Vue aérienne de la Nouvelle-Calédonie
Vue aérienne de la Nouvelle-Calédonie © Maxppp / Julien Chauvet

On pourrait presque dire que le processus pouvant (ou non) déboucher sur l'indépendance de la Nouvelle-Calédonie se veut l'exact inverse du référendum organisé le 1er octobre en Catalogne. Côté espagnol, le vote avait été jugé illégal et largement entravé par le pouvoir central. Côté français, il est prévu depuis 1998 et organisé de manière concertée, notamment lors du Comité des signataires de l'accord de Nouméa qui se tient ce jeudi à Matignon.

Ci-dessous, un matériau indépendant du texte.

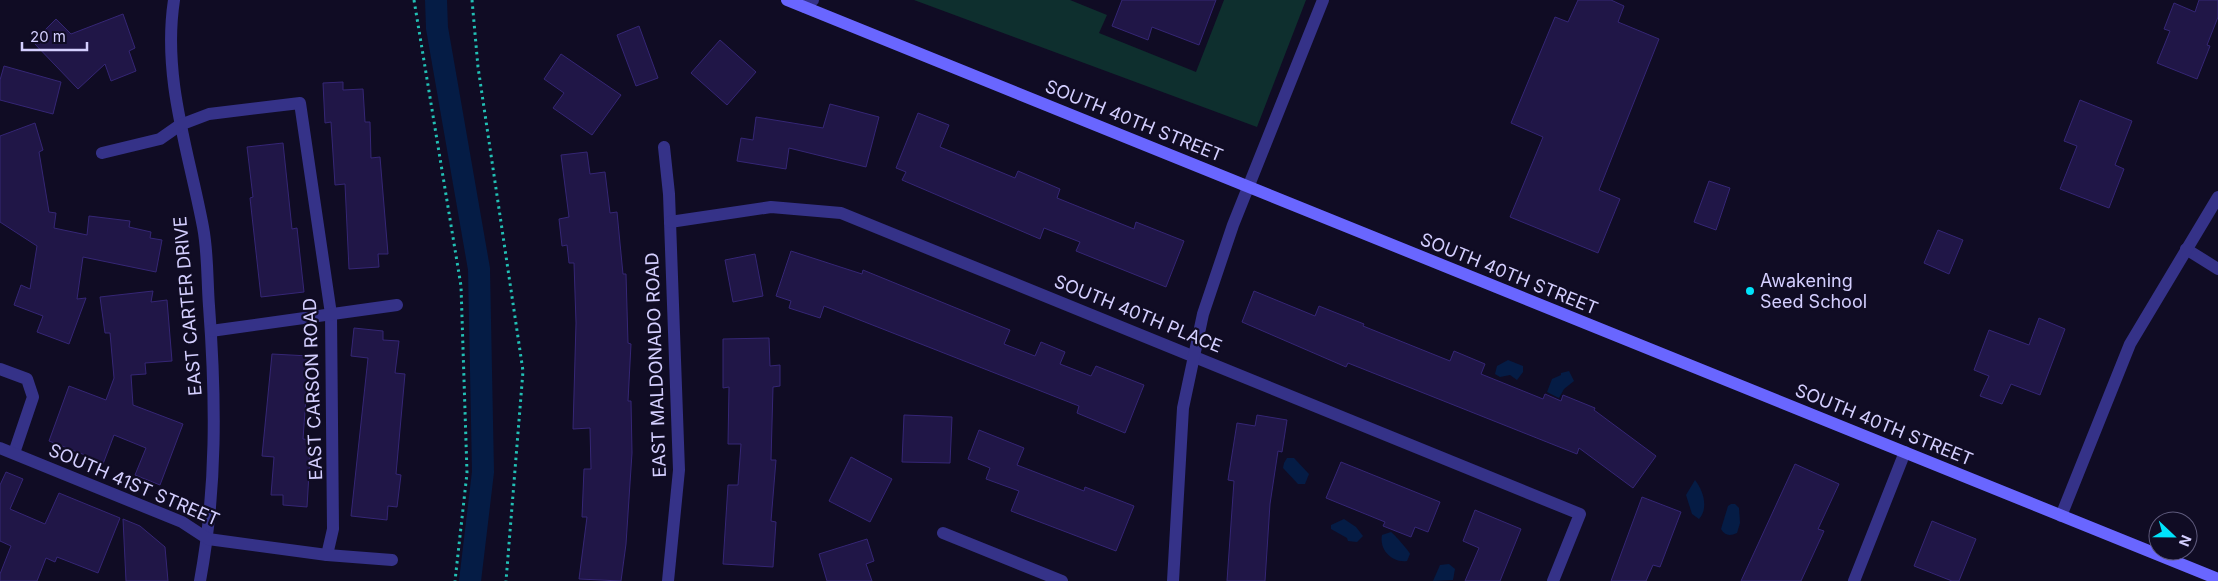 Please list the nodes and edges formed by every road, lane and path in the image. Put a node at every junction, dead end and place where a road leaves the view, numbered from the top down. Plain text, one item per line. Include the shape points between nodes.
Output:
1 (174, 0) edge
2 (414, 0) edge
3 (472, 0) edge
4 (787, 0) edge
5 (1322, 0) edge
6 (808, 2) edge
7 (180, 125) junction
8 (664, 147) dead end
9 (102, 153) dead end
10 (1248, 186) junction
11 (2218, 197) edge
12 (670, 222) junction
13 (2186, 249) junction
14 (2218, 269) edge
15 (397, 305) dead end
16 (331, 314) junction
17 (211, 331) junction
18 (1193, 355) junction
19 (0, 368) edge
20 (0, 448) edge
21 (1905, 452) junction
22 (14, 453) junction
23 (2061, 516) junction
24 (943, 533) dead end
25 (208, 539) junction
26 (327, 554) junction
27 (392, 560) dead end
28 (2218, 579) edge
29 (200, 581) edge
30 (455, 581) edge
31 (506, 581) edge
32 (668, 581) edge
33 (1062, 581) edge
34 (1173, 581) edge
35 (1553, 581) edge
36 (1854, 581) edge

1 - 7 street, EAST CARTER DRIVE via 172,64
2 - 30 path via 461,286 467,473
3 - 31 path via 478,67 523,372
4 - 6 main road, SOUTH 40TH STREET
5 - 10 street
6 - 10 main road, SOUTH 40TH STREET
7 - 9 street via 160,139
7 - 16 street, EAST CARSON ROAD via 209,114 300,103
7 - 17 street, EAST CARTER DRIVE via 203,229
8 - 12 street, EAST MALDONADO ROAD
10 - 18 street
10 - 21 main road, SOUTH 40TH STREET
11 - 13 street
12 - 18 street, SOUTH 40TH PLACE via 771,207 841,213
12 - 32 street, EAST MALDONADO ROAD via 679,470
13 - 14 street
13 - 23 street via 2130,344
15 - 16 street
16 - 17 street
16 - 26 street, EAST CARSON ROAD via 333,529
17 - 25 street, EAST CARTER DRIVE via 215,445
18 - 34 street via 1183,408
18 - 35 street, SOUTH 40TH PLACE via 1580,514
19 - 22 street via 28,379 33,397
20 - 22 street, SOUTH 41ST STREET
21 - 23 main road, SOUTH 40TH STREET
21 - 36 street
22 - 25 street, SOUTH 41ST STREET via 182,522
23 - 28 main road, SOUTH 40TH STREET
24 - 33 street
25 - 26 street, SOUTH 41ST STREET
25 - 29 street, EAST CARTER DRIVE
26 - 27 street, SOUTH 41ST STREET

"Il faut que le scrutin soit sincère, transparent, surveillé. C'est une des données essentielles de sa bonne organisation", a ainsi expliqué Edouard Philippe face aux députés ce mercredi. Il souhaite également que "l'ensemble des forces politiques présentes en Nouvelle Calédonie puissent s'entendre sur le sens de la question à poser", afin de ne pas aboutir à un scrutin dont la forme même serait contestée. Comme l'était le cas du référendum catalan, et comme l'est pour l'instant le vote régional prévu le 21 décembre

Qui vote : un premier obstacle

La réunion du jour aura d'abord à trancher différentes questions d'organisation : présence d'observateurs de l'ONU, mise en place de bureaux décentralisés ou prolongation du délai légal d'inscription sur les listes électorales au-delà du 31 décembre 2017. Il faudra aussi se prononcer sur une différence de statut entre les natifs et les autres.

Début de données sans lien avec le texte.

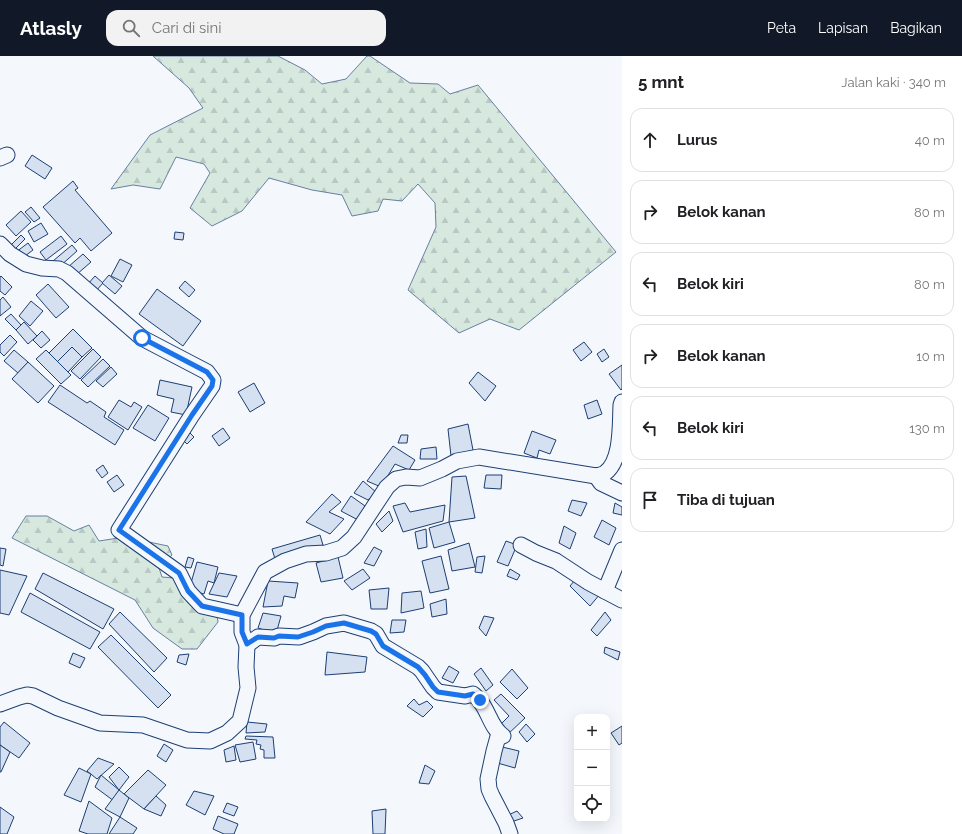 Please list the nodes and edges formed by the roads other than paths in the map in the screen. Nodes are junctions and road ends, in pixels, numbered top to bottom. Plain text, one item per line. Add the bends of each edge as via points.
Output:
1 (0, 244) edge
2 (622, 402) edge
3 (596, 476) junction
4 (622, 493) edge
5 (521, 545) dead end
6 (622, 550) edge
7 (605, 591) junction
8 (622, 600) edge
9 (242, 615) junction
10 (247, 644) junction
11 (0, 704) edge
12 (510, 834) edge

1 - 9 street via 26,264 59,269 67,273 142,338 207,372 213,380 212,386 119,530 179,573 188,591 202,606
2 - 3 street via 616,456 604,474
3 - 4 street via 602,483
3 - 9 street via 479,456 457,461 420,478 396,479 387,487 354,537 342,548 326,553 306,554 285,561 266,572
5 - 7 street via 566,566
6 - 7 street
7 - 8 street
9 - 10 street via 242,632
10 - 11 street via 248,688 240,721 227,733 210,741 187,740 143,725 100,722 58,708 33,696 18,697
10 - 12 street via 258,637 298,637 326,626 344,623 376,634 383,646 418,667 438,692 465,696 473,694 480,700 501,734 494,751 488,780 495,804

Et sur ce point, l'entente entre métropole et indépendantistes n'est pas si cordiale. Ces derniers ne veulent pas revenir sur "l'équilibre trouvé en 1998", qui prévoit que les Kanak, ayant un statut civil coutumier, soient inscrits d'office sur la liste référendaire. Ceux qui sont contre l'indépendance (principalement des Européens) estiment qu'il s'agit à l'inverse d'un déséquilibre, puisqu'eux devront démontrer que leurs intérêts matériels et moraux se situent bien en Nouvelle-Calédonie.

Edouard Philippe et Emmanuel Macron doivent successivement se rendre sur place dans les prochains mois pour accompagner la mise en place du référendum.